It seems that Bare is also built on top of V8 and libuv, much like Node.js.
Bare is built on top of https://github.com/holepunchto/libjs, which provides low-level bindings to V8 in an engine independent manner, and https://github.com/libuv/libuv, which provides an asynchronous I/O event loop. (from their README)
Moreover, you actually need Node.js and npm to install and run it. You need another JavaScript runtime as a prerequisite to install this JavaScript runtime…
npm i -g bare (also from their README)
I don't get it – is it worth it to choose Bare over a more established and welly-maintained solution?
npm allows for simple distribution of the prebuilt binaries, but is by no means a requirement and neither is Node.js. It's just a convenient way to ship things; npm is an excellent package manager!
The marketing website is so confusing, and the name doesn't help.
There is nothing that node can't do in the few presented bullet points, so really I'm confused. Maybe it's the size of the runtime?
The point of Bare isn't to do what Node.js already does. If that had been the case we'd just have continued using Node.js. The point of Bare is that on its own it can't really do anything. To do actually useful stuff, you have to resort to userland modules and those can evolve independently of Bare itself. Contrast that with the Node.js standard library which is tied to a particular version of Node.js and brings with it tons of legacy that's still there for the sake of backwards compatibility. Bare has none of that, not just because it's newer but because it ships with nothing but a handful of solid fundamentals that we don't expect will evolve much, if at all.
As someone who isn't well versed in this Node ecosystem, why is omitting a standard library a separate project? It sounds like something you'd do as a Node feature, or variant of Node, or some command line switch or env var or whatever else is needed to avoid whatever it is you are trying to avoid.
There's no way to not bring along the entire Node.js standard library when you're using Node.js. It also doesn't provide a way to fully abstract over the underlying JavaScript engine, which Bare needs to be able to support swapping out the underlying JavaScript engine without any code changes. See https://news.ycombinator.com/item?id=43559532 for more on that.
Same. The "runs on mobile" part I assume is Android only? How do I develop something for iOS that uses Bear? Seems like a limitation they wouldn't be able to lift but maybe I'm missing something
Update: from home page
> Built for Mobile
> Embedding a JavaScript runtime on mobile is easy with Bare Kit. Bare Kit allows you to create "worklets" or isolated Bare threads which expose an IPC with bindings for Android and iOS. With React Native, you install `react-native-bare-kit` and create a `Worklet` instance passing the JavaScript you want to run.

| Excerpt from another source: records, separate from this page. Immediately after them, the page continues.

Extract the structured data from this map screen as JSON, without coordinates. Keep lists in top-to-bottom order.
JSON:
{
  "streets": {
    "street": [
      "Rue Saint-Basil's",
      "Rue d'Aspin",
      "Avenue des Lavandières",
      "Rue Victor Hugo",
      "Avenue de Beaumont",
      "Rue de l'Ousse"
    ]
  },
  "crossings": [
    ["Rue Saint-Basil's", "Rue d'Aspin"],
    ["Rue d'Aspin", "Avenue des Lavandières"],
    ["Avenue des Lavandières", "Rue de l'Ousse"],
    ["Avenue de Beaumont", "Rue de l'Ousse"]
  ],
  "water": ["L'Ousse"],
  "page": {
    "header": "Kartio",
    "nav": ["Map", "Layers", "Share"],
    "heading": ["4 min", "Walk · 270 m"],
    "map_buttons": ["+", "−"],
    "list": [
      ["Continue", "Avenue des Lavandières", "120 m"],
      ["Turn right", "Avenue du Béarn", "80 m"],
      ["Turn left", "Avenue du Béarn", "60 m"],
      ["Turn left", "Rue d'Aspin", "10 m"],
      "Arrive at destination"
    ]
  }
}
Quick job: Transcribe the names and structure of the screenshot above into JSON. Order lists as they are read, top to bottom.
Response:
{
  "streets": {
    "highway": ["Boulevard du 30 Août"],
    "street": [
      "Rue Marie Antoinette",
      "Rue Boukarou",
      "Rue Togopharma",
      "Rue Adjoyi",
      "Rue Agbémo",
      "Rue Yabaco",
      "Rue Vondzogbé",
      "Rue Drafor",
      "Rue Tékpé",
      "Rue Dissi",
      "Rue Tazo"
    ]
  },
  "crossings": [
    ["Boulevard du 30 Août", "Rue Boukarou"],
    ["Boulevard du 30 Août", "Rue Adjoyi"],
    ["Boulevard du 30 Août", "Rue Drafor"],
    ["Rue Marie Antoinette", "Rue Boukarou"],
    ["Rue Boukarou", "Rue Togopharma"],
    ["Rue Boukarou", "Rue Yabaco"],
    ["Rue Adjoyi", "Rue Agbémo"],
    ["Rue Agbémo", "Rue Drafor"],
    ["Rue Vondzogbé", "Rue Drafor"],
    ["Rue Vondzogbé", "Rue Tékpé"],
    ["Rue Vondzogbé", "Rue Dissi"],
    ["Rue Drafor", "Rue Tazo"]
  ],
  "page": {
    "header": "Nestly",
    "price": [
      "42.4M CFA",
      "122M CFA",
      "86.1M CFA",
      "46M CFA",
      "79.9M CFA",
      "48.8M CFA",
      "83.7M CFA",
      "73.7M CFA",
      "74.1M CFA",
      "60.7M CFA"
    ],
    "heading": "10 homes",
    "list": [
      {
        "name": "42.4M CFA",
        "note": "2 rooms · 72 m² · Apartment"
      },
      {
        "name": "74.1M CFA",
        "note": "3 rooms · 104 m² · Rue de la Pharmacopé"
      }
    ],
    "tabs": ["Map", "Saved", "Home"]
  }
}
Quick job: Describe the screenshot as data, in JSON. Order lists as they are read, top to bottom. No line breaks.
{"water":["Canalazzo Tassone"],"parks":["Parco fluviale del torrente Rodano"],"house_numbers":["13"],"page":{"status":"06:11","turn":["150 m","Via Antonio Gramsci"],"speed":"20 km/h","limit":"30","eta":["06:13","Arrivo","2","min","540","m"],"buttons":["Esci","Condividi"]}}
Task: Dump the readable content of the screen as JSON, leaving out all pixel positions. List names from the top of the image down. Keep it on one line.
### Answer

Bare supports both iOS and Android, yes. Bare Kit provides some convenient abstractions for integrating Bare with native application frameworks like Swift UI and the Android service architecture, but plain Bare runs just fine on iOS and Android out of the box. There's even prebuilt binaries for both platforms.
Bare runs on iOS, yes. The tricky part with iOS in particular is loading of native addons. Bare solves this through https://github.com/holepunchto/bare-link which is capable of generating XCFrameworks on-demand that can then be linked with and signed as part of the application bundle.
Some background context that might be useful for other readers wondering what they're looking at:
1. One of the core contributors on this is an individual who has essentially been the driving force for P2P applications in JS-land (the "hyper" stack, like hyperswarm and hyperdrive). See: https://github.com/mafintosh
2. To that end, the target userbase is something like an "It-Just-Works P2P Developer". You want a cross-platform solution that allows you to host networked applications on your device, in JS.
I'm not very knowledgeable about this domain. I built a small "dat" application years ago.
What does this offer as an alternative to node? I’m looking at the supported platforms page and the list is essentially the same as the node ones… does it have a wasm target? An embedded target? What’s new here?
Bare itself only adds a few missing pieces on top to support a wider ecosystem of modules:
1. A module system supporting both CJS and ESM with bidirectional interoperability between the two.
2. A native addon system supporting both statically and dynamically linked addons.
3. Light-weight thread support with synchronous joins and shared array buffer support.
Everything else if left to userland modules to implement using these primitives, keeping the runtime itself succinct and bare.
There is nothing stopping node from running on mobile and IIRC quite a few apps embed it as a part of electron or similar frameworks.
If i understand correctly bare can instead use much smaller engines like quickjs (and maybe libjs), but I'm not sure how the stdlib situation is for those.